Preceded by shorts:The Adventures of Dollie (D. W. Griffith, U.S., 1908). Griffith's first film as a director. Preserved from the paper print. (c. 10 mins, Silent, B&W, 35mm) Neighbors (Eddie Cline, U.S., 1920). The best surviving 35mm print of this early Buster Keaton masterpiece. Preserved from original nitrate print.(c. 20 mins, Silent, B&W, 35mm) A Sleepless Night (Charles Bowers, U.S., date unknown (1933-41)). Discover the joy of Charley Bowers's slapstick surrealism in this rare puppet animation. Leonard Maltin calls Bowers "technically dazzling and hilarious at the same time...an unsung hero in the history of film." Preserved from original nitrate print. (c. 12 mins, B&W, 35mm, Courtesy LC)The Italian movingly contrasts the hopes an immigrant family places in America and the harsh reality of the Lower East Side slums. "It's a remarkable film," William K. Everson wrote. "It predates the naturalism of Greed by a decade, and the acting is both intense yet casual, with George Beban seeming to look 'past' the camera and ignore it. There's an incredible mobility to the camera...even, it seems, a hand-held camera at times to create a sense of spontaneous movement.
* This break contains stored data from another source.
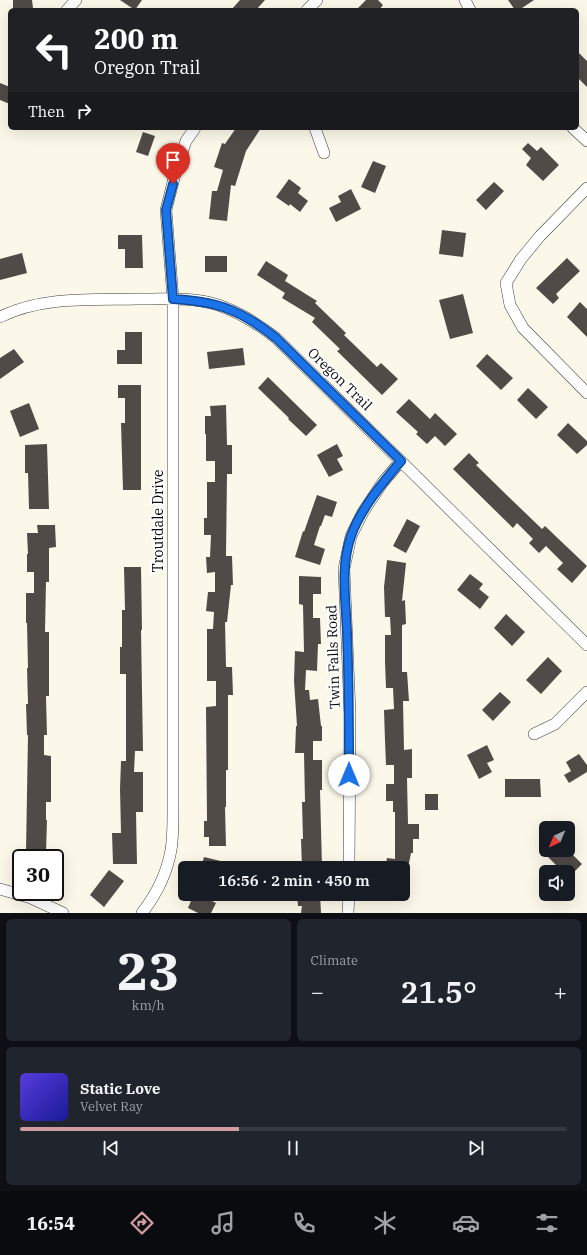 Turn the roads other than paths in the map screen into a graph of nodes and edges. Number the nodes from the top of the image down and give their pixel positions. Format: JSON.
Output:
{"nodes":[{"id":1,"x":76,"y":0,"type":"edge"},
{"id":2,"x":317,"y":0,"type":"edge"},
{"id":3,"x":69,"y":8,"type":"edge"},
{"id":4,"x":309,"y":8,"type":"edge"},
{"id":5,"x":194,"y":130,"type":"edge"},
{"id":6,"x":316,"y":130,"type":"edge"},
{"id":7,"x":575,"y":130,"type":"edge"},
{"id":8,"x":587,"y":141,"type":"edge"},
{"id":9,"x":324,"y":153,"type":"dead end"},
{"id":10,"x":587,"y":188,"type":"edge"},
{"id":11,"x":173,"y":299,"type":"junction"},
{"id":12,"x":0,"y":317,"type":"edge"},
{"id":13,"x":587,"y":393,"type":"edge"},
{"id":14,"x":401,"y":461,"type":"junction"},
{"id":15,"x":587,"y":645,"type":"edge"},
{"id":16,"x":587,"y":692,"type":"edge"},
{"id":17,"x":534,"y":734,"type":"dead end"},
{"id":18,"x":349,"y":861,"type":"edge"},
{"id":19,"x":0,"y":889,"type":"edge"},
{"id":20,"x":349,"y":901,"type":"edge"},
{"id":21,"x":63,"y":913,"type":"edge"},
{"id":22,"x":142,"y":913,"type":"edge"},
{"id":23,"x":348,"y":913,"type":"edge"}],
"edges":[{"from":1,"to":3,"type":"street"},
{"from":2,"to":4,"type":"street"},
{"from":5,"to":11,"type":"street","name":"Troutdale Drive"},
{"from":6,"to":9,"type":"street"},
{"from":7,"to":8,"type":"street"},
{"from":10,"to":13,"type":"street"},
{"from":11,"to":12,"type":"street","name":"Oregon Trail"},
{"from":11,"to":14,"type":"street","name":"Oregon Trail"},
{"from":11,"to":22,"type":"street","name":"Troutdale Drive"},
{"from":14,"to":15,"type":"street","name":"Oregon Trail"},
{"from":14,"to":18,"type":"street","name":"Twin Falls Road"},
{"from":16,"to":17,"type":"street"},
{"from":19,"to":21,"type":"street"},
{"from":20,"to":23,"type":"street"}]} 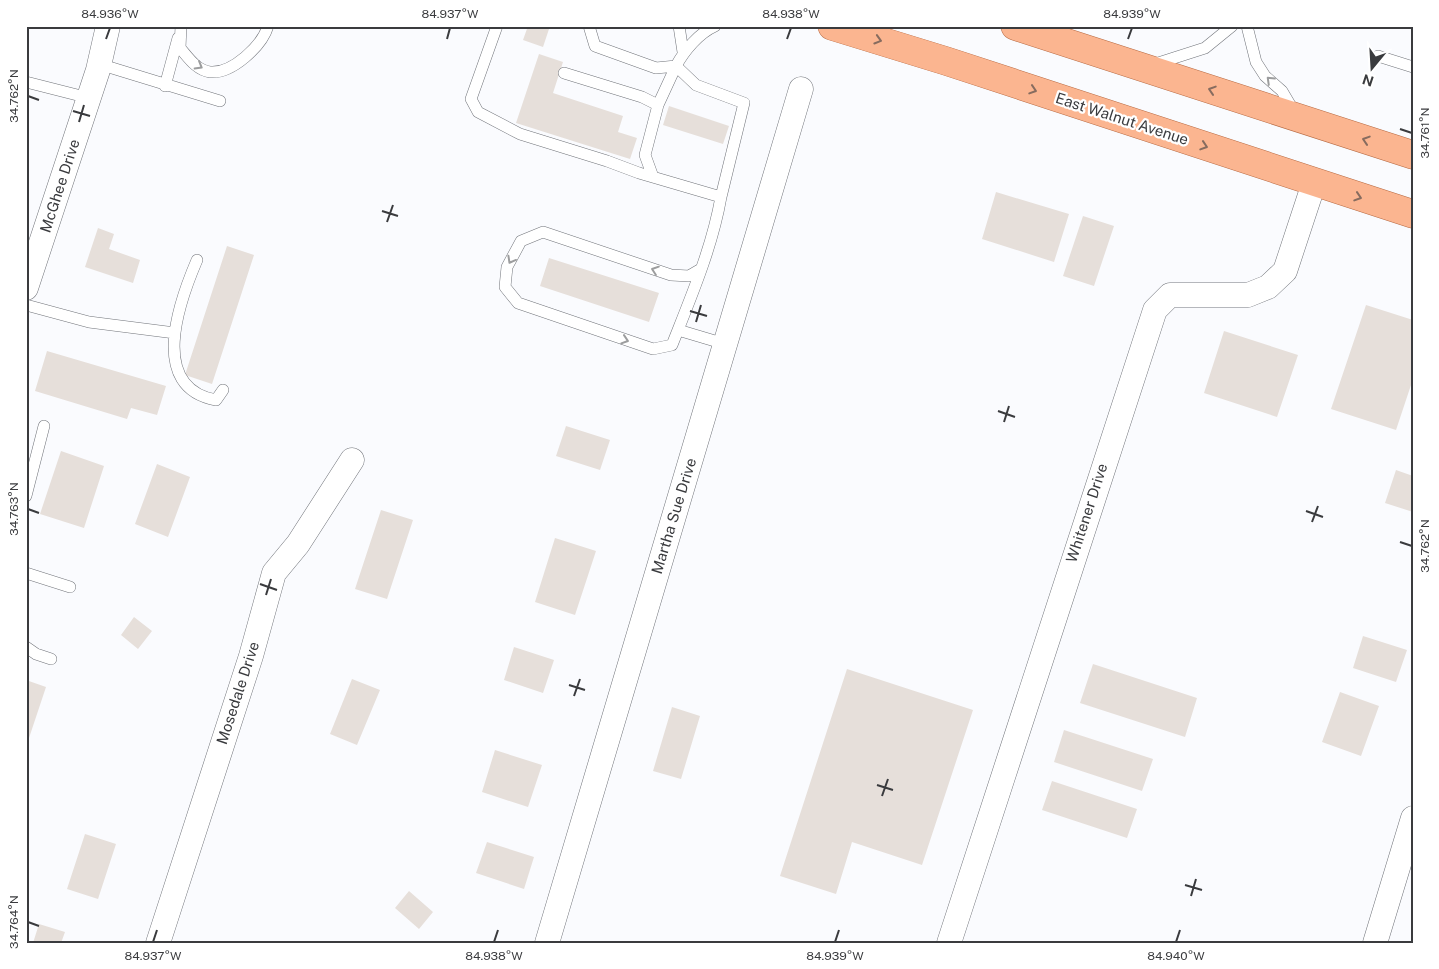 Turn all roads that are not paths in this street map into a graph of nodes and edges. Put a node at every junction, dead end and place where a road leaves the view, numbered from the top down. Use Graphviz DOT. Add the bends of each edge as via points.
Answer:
graph roads {
  1 [pos="108,26"];
  2 [pos="268,26"];
  3 [pos="497,26"];
  4 [pos="589,26"];
  5 [pos="679,26"];
  6 [pos="715,26"];
  7 [pos="832,26"];
  8 [pos="1016,26"];
  9 [pos="1232,26"];
  10 [pos="1247,26"];
  11 [pos="180,30"];
  12 [pos="683,52"];
  13 [pos="1378,56"];
  14 [pos="99,64"];
  15 [pos="676,66"];
  16 [pos="1413,67"];
  17 [pos="1144,68"];
  18 [pos="564,73"];
  19 [pos="26,82"];
  20 [pos="164,86"];
  21 [pos="801,89"];
  22 [pos="89,98"];
  23 [pos="220,101"];
  24 [pos="658,105"];
  25 [pos="1299,119"];
  26 [pos="1413,155"];
  27 [pos="653,177"];
  28 [pos="1314,183"];
  29 [pos="721,197"];
  30 [pos="1413,214"];
  31 [pos="197,260"];
  32 [pos="701,269"];
  33 [pos="26,288"];
  34 [pos="26,304"];
  35 [pos="678,330"];
  36 [pos="175,333"];
  37 [pos="725,344"];
  38 [pos="223,390"];
  39 [pos="44,426"];
  40 [pos="352,460"];
  41 [pos="26,496"];
  42 [pos="26,573"];
  43 [pos="70,587"];
  44 [pos="26,647"];
  45 [pos="51,659"];
  46 [pos="1413,818"];
  47 [pos="158,943"];
  48 [pos="548,943"];
  49 [pos="949,943"];
  50 [pos="1375,943"];
  1 -- 14 [label="street, McGhee Drive"];
  11 -- 2 [label="lane, one-way" via="180,48 195,65 210,72 227,69 255,49"];
  3 -- 27 [label="lane" via="471,99 478,112 520,134"];
  4 -- 15 [label="lane" via="595,46 656,68"];
  5 -- 12 [label="lane"];
  6 -- 12 [label="lane"];
  7 -- 28 [label="main road, East Walnut Avenue, one-way"];
  8 -- 17 [label="main road"];
  9 -- 17 [label="lane" via="1204,48"];
  25 -- 10 [label="lane, one-way" via="1282,91 1265,76 1256,62"];
  11 -- 20 [label="lane"];
  12 -- 15 [label="lane"];
  13 -- 16 [label="lane"];
  14 -- 20 [label="lane"];
  14 -- 22 [label="street, McGhee Drive"];
  15 -- 24 [label="lane"];
  15 -- 29 [label="lane" via="696,85 744,103"];
  25 -- 17 [label="main road, one-way"];
  18 -- 24 [label="lane"];
  19 -- 22 [label="lane"];
  20 -- 23 [label="lane"];
  21 -- 37 [label="street, Martha Sue Drive"];
  22 -- 33 [label="street, McGhee Drive"];
  24 -- 27 [label="lane" via="644,155"];
  26 -- 25 [label="main road, one-way"];
  27 -- 29 [label="lane"];
  28 -- 30 [label="main road, East Walnut Avenue, one-way"];
  28 -- 49 [label="street, Whitener Drive" via="1285,271 1268,287 1248,295 1170,295 1155,310"];
  29 -- 32 [label="lane" via="715,231"];
  31 -- 36 [label="lane" via="181,299"];
  32 -- 35 [label="lane"];
  32 -- 35 [label="lane, one-way" via="689,276 670,275 543,232 522,241 507,266 505,287 518,302 653,349 672,345"];
  34 -- 36 [label="lane" via="89,322"];
  35 -- 37 [label="lane"];
  36 -- 38 [label="lane" via="174,352 181,378 199,397 216,400"];
  37 -- 48 [label="street, Martha Sue Drive"];
  39 -- 41 [label="lane"];
  40 -- 47 [label="street, Mosedale Drive" via="298,544 274,573 251,656"];
  42 -- 43 [label="lane"];
  44 -- 45 [label="lane"];
  46 -- 50 [label="street"];
}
The early scenes, set in Italy, were largely shot in Venice, California, while the slum scenes were done mainly in San Francisco because Los Angeles's own slums had not deteriorated sufficiently at that time to suggest New York!" As Patrick Loughney notes, "The Italian is an example of the 'social film,' a genre popular in the 1910s (that) addressed serious societal problems with a realism not seen again in American films until the late 1960s." Preserved from the original paper print copyright deposit.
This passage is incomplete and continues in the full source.